● Work task
Determine how many lines in the listing below include "node", and answer with only that number.

● Input

◆ ◆ ◆ ◆

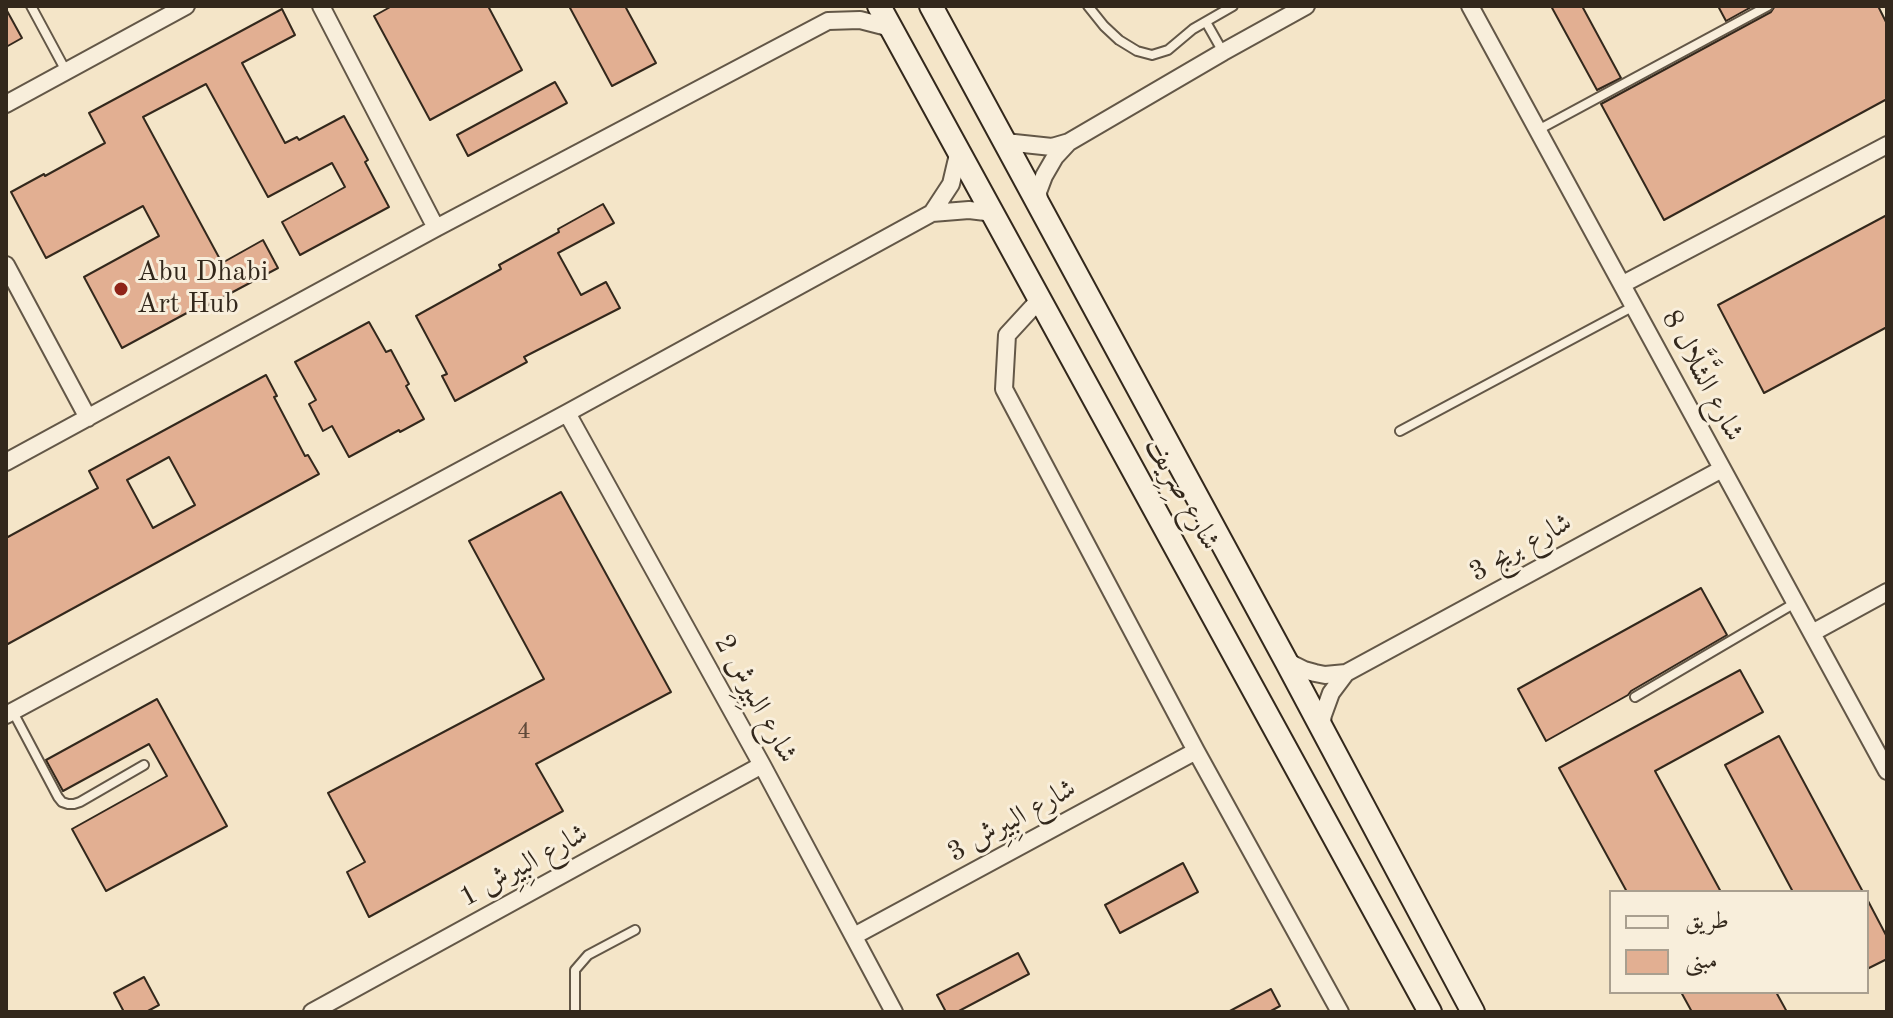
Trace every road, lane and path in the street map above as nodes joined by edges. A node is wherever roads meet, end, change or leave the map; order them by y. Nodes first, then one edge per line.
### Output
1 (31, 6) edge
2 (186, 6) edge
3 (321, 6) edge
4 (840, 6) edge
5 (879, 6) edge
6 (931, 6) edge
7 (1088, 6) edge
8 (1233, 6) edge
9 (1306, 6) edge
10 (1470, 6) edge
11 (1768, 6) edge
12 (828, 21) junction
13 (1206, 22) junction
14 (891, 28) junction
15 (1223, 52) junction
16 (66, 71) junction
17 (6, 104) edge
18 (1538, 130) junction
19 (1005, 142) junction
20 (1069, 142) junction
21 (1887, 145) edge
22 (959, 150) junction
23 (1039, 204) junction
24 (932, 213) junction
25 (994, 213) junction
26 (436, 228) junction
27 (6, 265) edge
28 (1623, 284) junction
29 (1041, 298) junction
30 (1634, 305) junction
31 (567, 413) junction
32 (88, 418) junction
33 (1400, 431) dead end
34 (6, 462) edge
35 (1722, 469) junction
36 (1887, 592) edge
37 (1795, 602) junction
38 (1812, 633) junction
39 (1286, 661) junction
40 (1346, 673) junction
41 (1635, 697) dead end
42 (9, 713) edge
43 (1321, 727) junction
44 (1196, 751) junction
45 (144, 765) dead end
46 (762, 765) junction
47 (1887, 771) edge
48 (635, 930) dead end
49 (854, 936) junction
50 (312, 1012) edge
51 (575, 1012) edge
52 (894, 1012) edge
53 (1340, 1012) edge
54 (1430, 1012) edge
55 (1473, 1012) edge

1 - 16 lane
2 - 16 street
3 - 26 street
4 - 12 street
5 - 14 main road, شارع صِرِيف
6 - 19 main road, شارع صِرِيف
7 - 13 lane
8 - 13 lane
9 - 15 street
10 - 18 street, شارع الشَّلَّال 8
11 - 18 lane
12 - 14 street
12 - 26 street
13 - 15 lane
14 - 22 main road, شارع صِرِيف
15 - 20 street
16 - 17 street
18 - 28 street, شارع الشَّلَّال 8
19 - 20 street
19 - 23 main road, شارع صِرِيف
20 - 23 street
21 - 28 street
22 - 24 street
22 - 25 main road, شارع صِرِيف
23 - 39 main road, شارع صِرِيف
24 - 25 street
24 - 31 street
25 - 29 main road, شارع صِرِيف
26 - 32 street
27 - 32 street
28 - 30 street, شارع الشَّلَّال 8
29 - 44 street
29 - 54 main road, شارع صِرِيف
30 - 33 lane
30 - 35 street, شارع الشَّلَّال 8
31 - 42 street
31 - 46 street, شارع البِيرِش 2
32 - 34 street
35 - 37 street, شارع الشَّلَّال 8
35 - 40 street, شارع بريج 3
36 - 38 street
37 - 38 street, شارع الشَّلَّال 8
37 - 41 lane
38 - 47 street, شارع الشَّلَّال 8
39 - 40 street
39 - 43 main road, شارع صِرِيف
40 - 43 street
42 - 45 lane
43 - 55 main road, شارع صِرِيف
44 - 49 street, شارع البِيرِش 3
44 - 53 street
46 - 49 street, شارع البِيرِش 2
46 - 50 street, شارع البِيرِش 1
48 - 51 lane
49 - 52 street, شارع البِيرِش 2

◆ ◆ ◆ ◆

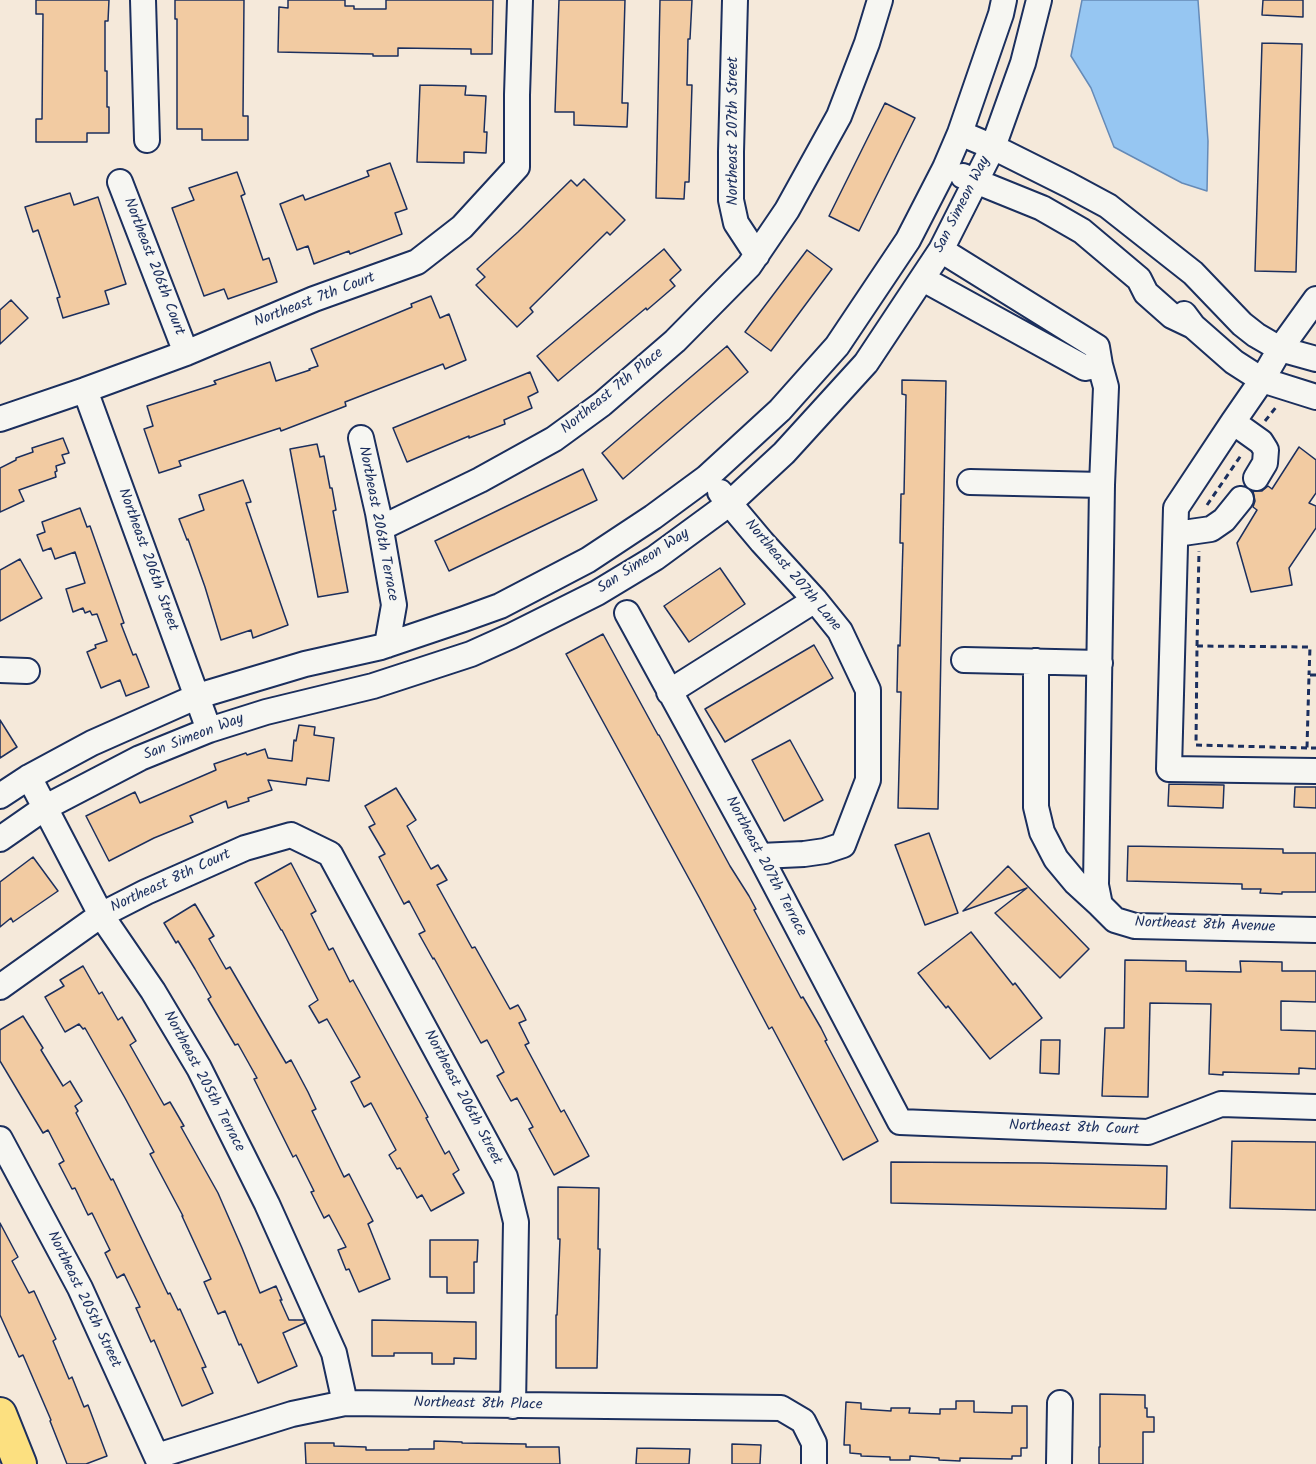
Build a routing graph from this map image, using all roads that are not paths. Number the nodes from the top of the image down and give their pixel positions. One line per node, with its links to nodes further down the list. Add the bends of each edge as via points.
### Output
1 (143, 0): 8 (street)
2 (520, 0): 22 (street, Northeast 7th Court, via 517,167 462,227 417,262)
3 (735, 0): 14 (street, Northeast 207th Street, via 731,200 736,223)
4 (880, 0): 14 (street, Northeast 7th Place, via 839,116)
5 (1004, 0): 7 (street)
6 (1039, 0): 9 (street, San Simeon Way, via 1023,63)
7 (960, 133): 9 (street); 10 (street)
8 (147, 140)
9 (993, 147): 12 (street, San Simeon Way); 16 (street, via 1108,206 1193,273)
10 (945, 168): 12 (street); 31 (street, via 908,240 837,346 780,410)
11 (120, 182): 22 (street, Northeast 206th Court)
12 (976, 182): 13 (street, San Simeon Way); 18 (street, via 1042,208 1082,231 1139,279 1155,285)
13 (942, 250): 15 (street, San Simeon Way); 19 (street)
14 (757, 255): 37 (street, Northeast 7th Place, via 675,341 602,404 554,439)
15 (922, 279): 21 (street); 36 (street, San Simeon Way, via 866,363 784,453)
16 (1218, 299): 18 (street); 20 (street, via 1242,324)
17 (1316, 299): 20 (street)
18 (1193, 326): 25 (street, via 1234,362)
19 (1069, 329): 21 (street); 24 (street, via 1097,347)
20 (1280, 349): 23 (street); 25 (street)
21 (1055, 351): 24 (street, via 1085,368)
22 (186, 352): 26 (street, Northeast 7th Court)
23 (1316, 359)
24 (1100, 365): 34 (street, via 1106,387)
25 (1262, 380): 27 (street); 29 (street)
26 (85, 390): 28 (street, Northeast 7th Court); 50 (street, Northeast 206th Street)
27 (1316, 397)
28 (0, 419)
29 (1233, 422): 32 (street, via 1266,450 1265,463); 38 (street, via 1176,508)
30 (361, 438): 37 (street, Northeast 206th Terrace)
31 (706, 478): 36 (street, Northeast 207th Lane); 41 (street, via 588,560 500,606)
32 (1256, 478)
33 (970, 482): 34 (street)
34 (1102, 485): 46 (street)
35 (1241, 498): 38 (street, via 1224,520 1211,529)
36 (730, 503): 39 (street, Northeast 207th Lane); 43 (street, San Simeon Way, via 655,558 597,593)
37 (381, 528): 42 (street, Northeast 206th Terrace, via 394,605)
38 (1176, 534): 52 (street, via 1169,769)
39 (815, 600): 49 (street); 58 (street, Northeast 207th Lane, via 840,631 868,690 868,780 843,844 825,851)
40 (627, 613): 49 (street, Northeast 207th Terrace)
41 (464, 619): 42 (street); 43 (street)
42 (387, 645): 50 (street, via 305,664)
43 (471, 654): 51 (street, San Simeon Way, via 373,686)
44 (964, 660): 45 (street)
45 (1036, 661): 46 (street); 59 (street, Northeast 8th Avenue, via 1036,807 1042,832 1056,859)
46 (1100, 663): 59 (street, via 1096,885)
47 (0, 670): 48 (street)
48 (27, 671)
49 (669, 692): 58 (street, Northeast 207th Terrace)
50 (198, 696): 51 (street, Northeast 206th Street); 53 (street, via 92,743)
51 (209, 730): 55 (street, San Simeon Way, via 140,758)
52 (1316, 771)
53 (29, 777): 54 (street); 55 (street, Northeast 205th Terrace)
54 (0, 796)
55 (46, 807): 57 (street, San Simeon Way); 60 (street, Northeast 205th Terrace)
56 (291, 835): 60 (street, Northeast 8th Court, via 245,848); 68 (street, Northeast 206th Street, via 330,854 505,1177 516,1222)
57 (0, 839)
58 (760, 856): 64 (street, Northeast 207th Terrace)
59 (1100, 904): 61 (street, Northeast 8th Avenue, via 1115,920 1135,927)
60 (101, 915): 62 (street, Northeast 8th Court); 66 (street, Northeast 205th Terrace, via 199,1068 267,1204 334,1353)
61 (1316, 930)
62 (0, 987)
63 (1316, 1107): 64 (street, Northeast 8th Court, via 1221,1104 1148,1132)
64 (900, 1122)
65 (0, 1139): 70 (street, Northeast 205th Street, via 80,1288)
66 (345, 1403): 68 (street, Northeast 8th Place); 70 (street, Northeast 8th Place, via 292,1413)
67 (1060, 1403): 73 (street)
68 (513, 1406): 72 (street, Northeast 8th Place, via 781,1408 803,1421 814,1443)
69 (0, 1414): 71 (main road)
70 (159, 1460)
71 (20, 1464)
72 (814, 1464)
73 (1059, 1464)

◆ ◆ ◆ ◆

● Expected answer
2